DATASET ENTRIES -
──────────────────────────────

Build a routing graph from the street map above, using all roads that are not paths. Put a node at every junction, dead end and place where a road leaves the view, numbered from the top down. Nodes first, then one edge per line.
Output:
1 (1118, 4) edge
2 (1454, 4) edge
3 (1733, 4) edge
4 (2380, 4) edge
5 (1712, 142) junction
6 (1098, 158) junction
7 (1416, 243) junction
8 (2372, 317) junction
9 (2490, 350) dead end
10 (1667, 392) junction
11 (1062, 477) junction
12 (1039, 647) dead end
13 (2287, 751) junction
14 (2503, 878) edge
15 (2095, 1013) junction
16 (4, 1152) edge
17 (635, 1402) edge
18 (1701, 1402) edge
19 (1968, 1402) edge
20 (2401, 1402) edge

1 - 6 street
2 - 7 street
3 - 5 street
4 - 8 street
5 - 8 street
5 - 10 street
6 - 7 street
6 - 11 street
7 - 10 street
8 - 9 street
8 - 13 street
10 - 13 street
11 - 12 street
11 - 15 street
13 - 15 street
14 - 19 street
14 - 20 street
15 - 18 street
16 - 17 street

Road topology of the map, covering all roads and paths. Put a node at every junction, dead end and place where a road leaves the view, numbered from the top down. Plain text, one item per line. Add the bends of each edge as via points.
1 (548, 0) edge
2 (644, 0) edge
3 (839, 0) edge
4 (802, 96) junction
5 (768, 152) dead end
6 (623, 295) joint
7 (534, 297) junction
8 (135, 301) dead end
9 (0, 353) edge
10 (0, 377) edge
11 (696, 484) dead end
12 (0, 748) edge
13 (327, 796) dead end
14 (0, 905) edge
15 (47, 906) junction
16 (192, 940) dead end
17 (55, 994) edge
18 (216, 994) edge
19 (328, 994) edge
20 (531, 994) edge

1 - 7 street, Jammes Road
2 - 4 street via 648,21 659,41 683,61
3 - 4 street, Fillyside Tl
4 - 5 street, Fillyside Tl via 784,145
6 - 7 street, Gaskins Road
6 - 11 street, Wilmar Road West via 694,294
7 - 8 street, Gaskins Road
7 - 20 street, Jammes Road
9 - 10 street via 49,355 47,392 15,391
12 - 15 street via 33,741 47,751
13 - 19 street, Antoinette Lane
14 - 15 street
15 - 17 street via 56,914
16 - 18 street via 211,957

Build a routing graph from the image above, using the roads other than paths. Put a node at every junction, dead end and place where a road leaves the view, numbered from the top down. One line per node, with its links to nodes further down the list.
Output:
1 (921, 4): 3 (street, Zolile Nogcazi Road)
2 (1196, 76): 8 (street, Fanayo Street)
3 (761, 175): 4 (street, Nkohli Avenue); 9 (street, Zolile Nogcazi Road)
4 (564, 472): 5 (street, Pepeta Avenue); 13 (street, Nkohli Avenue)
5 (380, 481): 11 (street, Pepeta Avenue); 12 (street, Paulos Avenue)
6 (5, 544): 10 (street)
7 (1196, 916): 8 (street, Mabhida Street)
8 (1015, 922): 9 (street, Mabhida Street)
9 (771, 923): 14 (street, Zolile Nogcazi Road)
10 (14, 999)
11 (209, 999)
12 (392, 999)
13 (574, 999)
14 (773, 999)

──────────────────────────────

TASK -
Output the full listing. Match it exactly.

TASK ANSWER -
Build a routing graph from the street map above, using all roads that are not paths. Put a node at every junction, dead end and place where a road leaves the view, numbered from the top down. Nodes first, then one edge per line.
Output:
1 (1118, 4) edge
2 (1454, 4) edge
3 (1733, 4) edge
4 (2380, 4) edge
5 (1712, 142) junction
6 (1098, 158) junction
7 (1416, 243) junction
8 (2372, 317) junction
9 (2490, 350) dead end
10 (1667, 392) junction
11 (1062, 477) junction
12 (1039, 647) dead end
13 (2287, 751) junction
14 (2503, 878) edge
15 (2095, 1013) junction
16 (4, 1152) edge
17 (635, 1402) edge
18 (1701, 1402) edge
19 (1968, 1402) edge
20 (2401, 1402) edge

1 - 6 street
2 - 7 street
3 - 5 street
4 - 8 street
5 - 8 street
5 - 10 street
6 - 7 street
6 - 11 street
7 - 10 street
8 - 9 street
8 - 13 street
10 - 13 street
11 - 12 street
11 - 15 street
13 - 15 street
14 - 19 street
14 - 20 street
15 - 18 street
16 - 17 street

Road topology of the map, covering all roads and paths. Put a node at every junction, dead end and place where a road leaves the view, numbered from the top down. Plain text, one item per line. Add the bends of each edge as via points.
1 (548, 0) edge
2 (644, 0) edge
3 (839, 0) edge
4 (802, 96) junction
5 (768, 152) dead end
6 (623, 295) joint
7 (534, 297) junction
8 (135, 301) dead end
9 (0, 353) edge
10 (0, 377) edge
11 (696, 484) dead end
12 (0, 748) edge
13 (327, 796) dead end
14 (0, 905) edge
15 (47, 906) junction
16 (192, 940) dead end
17 (55, 994) edge
18 (216, 994) edge
19 (328, 994) edge
20 (531, 994) edge

1 - 7 street, Jammes Road
2 - 4 street via 648,21 659,41 683,61
3 - 4 street, Fillyside Tl
4 - 5 street, Fillyside Tl via 784,145
6 - 7 street, Gaskins Road
6 - 11 street, Wilmar Road West via 694,294
7 - 8 street, Gaskins Road
7 - 20 street, Jammes Road
9 - 10 street via 49,355 47,392 15,391
12 - 15 street via 33,741 47,751
13 - 19 street, Antoinette Lane
14 - 15 street
15 - 17 street via 56,914
16 - 18 street via 211,957

Build a routing graph from the image above, using the roads other than paths. Put a node at every junction, dead end and place where a road leaves the view, numbered from the top down. One line per node, with its links to nodes further down the list.
Output:
1 (921, 4): 3 (street, Zolile Nogcazi Road)
2 (1196, 76): 8 (street, Fanayo Street)
3 (761, 175): 4 (street, Nkohli Avenue); 9 (street, Zolile Nogcazi Road)
4 (564, 472): 5 (street, Pepeta Avenue); 13 (street, Nkohli Avenue)
5 (380, 481): 11 (street, Pepeta Avenue); 12 (street, Paulos Avenue)
6 (5, 544): 10 (street)
7 (1196, 916): 8 (street, Mabhida Street)
8 (1015, 922): 9 (street, Mabhida Street)
9 (771, 923): 14 (street, Zolile Nogcazi Road)
10 (14, 999)
11 (209, 999)
12 (392, 999)
13 (574, 999)
14 (773, 999)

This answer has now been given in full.